[TASK DESCRIPTION]:
Scan the listing below for the word "Kopa" and copy every line that has it.

[GIVEN RECORDS]:
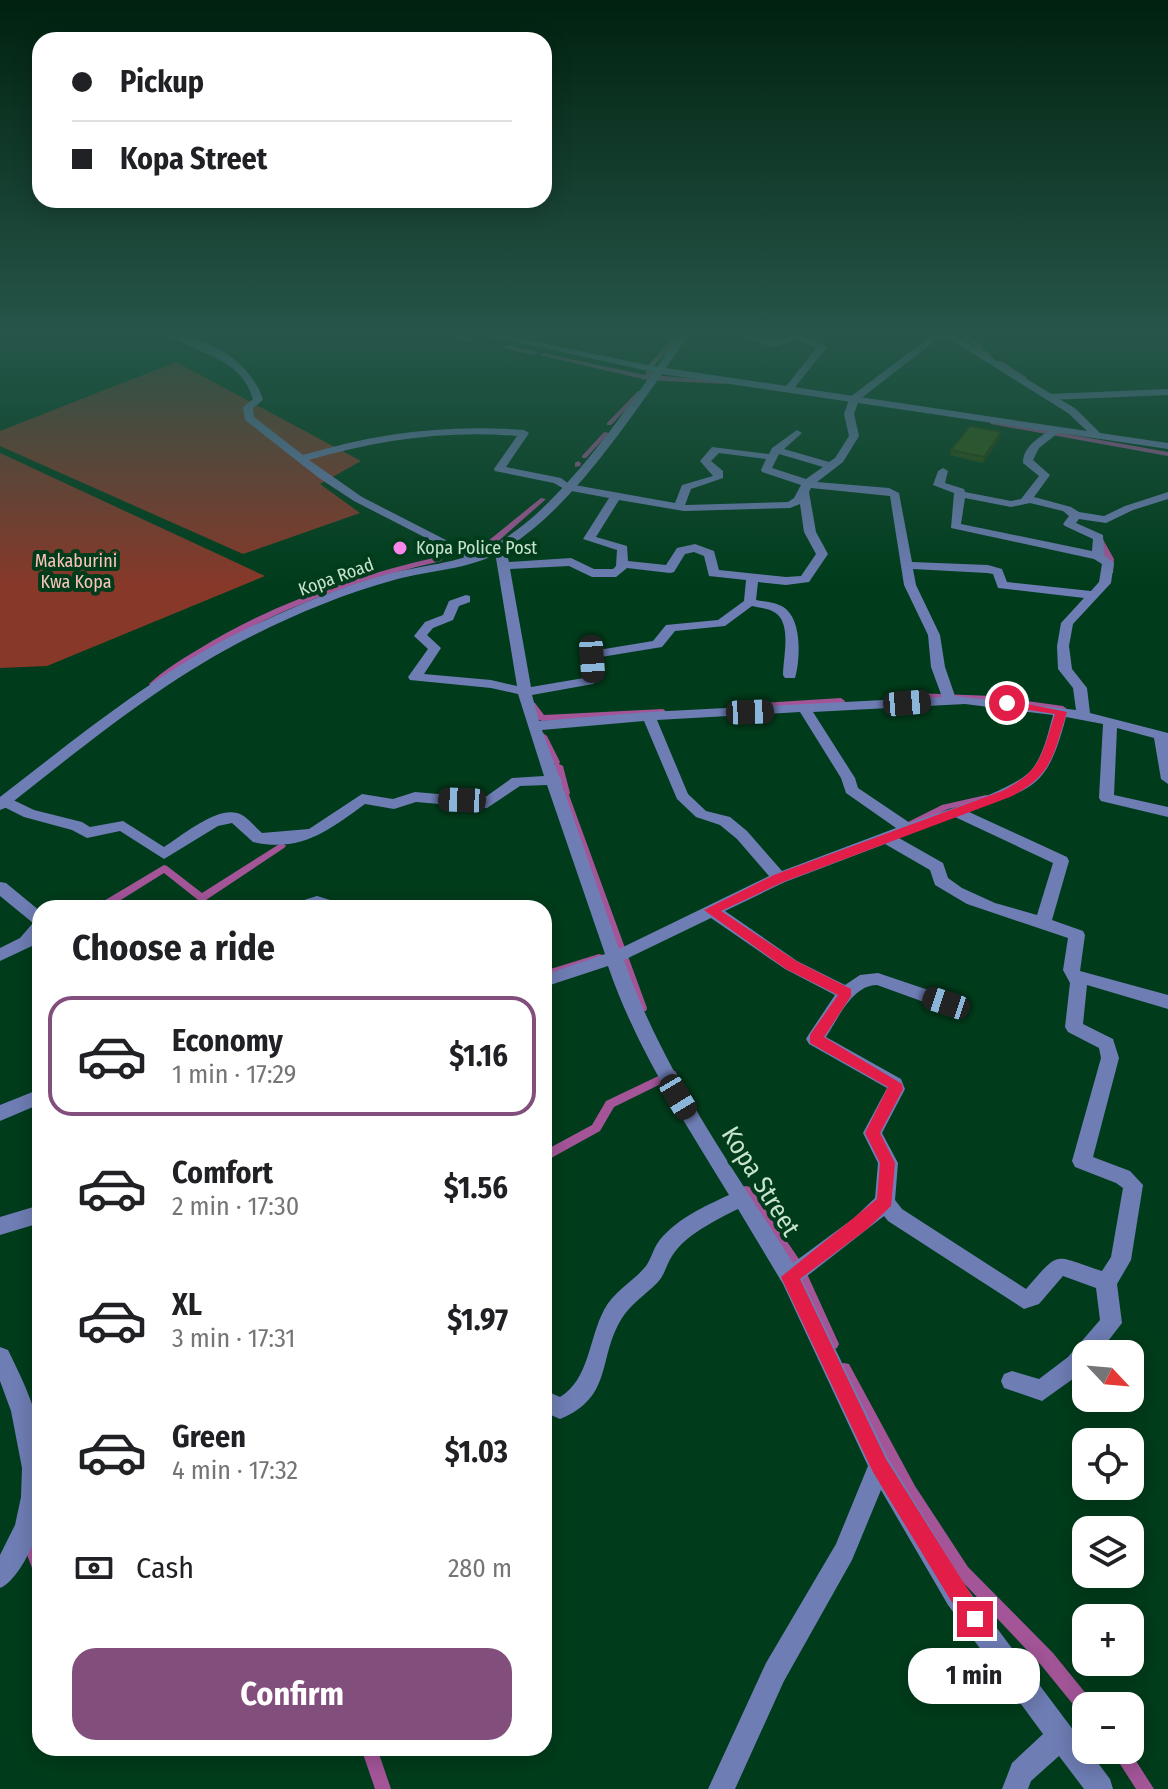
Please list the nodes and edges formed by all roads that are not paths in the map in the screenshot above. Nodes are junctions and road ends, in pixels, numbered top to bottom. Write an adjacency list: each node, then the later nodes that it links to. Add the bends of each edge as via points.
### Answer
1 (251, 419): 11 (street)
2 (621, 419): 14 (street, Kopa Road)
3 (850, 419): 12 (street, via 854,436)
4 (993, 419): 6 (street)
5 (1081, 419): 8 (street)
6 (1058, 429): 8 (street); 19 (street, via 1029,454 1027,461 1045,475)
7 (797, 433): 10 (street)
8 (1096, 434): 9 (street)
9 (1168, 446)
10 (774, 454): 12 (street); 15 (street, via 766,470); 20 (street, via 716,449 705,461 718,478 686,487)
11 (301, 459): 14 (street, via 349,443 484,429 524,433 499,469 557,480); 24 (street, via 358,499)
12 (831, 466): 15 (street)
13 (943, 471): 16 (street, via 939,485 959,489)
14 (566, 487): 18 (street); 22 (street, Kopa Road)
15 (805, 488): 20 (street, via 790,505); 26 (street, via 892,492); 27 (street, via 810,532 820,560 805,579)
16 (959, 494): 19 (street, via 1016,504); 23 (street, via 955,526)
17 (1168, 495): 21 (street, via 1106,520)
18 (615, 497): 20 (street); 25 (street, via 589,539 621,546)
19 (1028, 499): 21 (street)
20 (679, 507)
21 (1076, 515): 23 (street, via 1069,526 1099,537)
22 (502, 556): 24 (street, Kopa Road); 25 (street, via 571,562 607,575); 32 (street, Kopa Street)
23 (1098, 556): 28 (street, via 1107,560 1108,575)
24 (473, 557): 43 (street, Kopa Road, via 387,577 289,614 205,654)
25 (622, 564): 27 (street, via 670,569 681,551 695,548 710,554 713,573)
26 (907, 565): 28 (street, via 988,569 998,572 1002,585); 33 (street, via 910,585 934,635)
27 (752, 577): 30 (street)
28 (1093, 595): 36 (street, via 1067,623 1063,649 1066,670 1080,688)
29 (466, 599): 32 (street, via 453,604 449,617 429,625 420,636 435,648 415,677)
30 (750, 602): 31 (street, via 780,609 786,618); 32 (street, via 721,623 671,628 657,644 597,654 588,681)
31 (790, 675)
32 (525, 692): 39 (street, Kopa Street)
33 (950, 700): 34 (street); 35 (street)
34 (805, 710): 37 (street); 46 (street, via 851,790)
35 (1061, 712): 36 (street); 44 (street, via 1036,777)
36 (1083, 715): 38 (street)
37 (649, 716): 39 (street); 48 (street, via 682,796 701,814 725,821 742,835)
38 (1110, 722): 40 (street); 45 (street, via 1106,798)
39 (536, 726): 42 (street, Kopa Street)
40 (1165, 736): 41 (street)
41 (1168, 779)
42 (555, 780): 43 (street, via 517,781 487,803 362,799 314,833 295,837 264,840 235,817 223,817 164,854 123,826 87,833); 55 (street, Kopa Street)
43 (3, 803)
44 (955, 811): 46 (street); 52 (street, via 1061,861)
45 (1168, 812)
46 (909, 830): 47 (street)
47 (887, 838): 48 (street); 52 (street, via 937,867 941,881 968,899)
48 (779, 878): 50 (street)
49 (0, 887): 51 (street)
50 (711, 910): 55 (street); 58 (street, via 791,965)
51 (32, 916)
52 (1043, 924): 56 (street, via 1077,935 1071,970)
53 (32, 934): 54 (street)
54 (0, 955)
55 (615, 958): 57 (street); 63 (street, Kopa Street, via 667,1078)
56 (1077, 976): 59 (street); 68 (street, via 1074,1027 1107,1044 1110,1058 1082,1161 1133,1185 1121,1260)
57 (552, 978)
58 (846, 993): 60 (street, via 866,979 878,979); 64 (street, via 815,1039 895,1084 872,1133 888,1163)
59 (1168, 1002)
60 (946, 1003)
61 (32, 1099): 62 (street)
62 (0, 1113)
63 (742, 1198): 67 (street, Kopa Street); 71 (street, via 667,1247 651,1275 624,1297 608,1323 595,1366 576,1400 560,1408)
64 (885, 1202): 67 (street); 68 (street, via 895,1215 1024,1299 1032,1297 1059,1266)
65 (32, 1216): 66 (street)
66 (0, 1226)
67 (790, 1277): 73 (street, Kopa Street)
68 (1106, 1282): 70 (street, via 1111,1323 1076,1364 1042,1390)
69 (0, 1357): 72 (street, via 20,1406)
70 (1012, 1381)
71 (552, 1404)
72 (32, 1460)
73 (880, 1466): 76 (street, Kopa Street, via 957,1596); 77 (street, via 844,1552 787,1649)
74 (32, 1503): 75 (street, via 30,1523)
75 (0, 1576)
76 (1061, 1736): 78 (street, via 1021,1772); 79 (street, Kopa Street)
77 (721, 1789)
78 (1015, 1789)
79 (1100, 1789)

[TASK OUTPUT]:
2 (621, 419): 14 (street, Kopa Road)
14 (566, 487): 18 (street); 22 (street, Kopa Road)
22 (502, 556): 24 (street, Kopa Road); 25 (street, via 571,562 607,575); 32 (street, Kopa Street)
24 (473, 557): 43 (street, Kopa Road, via 387,577 289,614 205,654)
32 (525, 692): 39 (street, Kopa Street)
39 (536, 726): 42 (street, Kopa Street)
42 (555, 780): 43 (street, via 517,781 487,803 362,799 314,833 295,837 264,840 235,817 223,817 164,854 123,826 87,833); 55 (street, Kopa Street)
55 (615, 958): 57 (street); 63 (street, Kopa Street, via 667,1078)
63 (742, 1198): 67 (street, Kopa Street); 71 (street, via 667,1247 651,1275 624,1297 608,1323 595,1366 576,1400 560,1408)
67 (790, 1277): 73 (street, Kopa Street)
73 (880, 1466): 76 (street, Kopa Street, via 957,1596); 77 (street, via 844,1552 787,1649)
76 (1061, 1736): 78 (street, via 1021,1772); 79 (street, Kopa Street)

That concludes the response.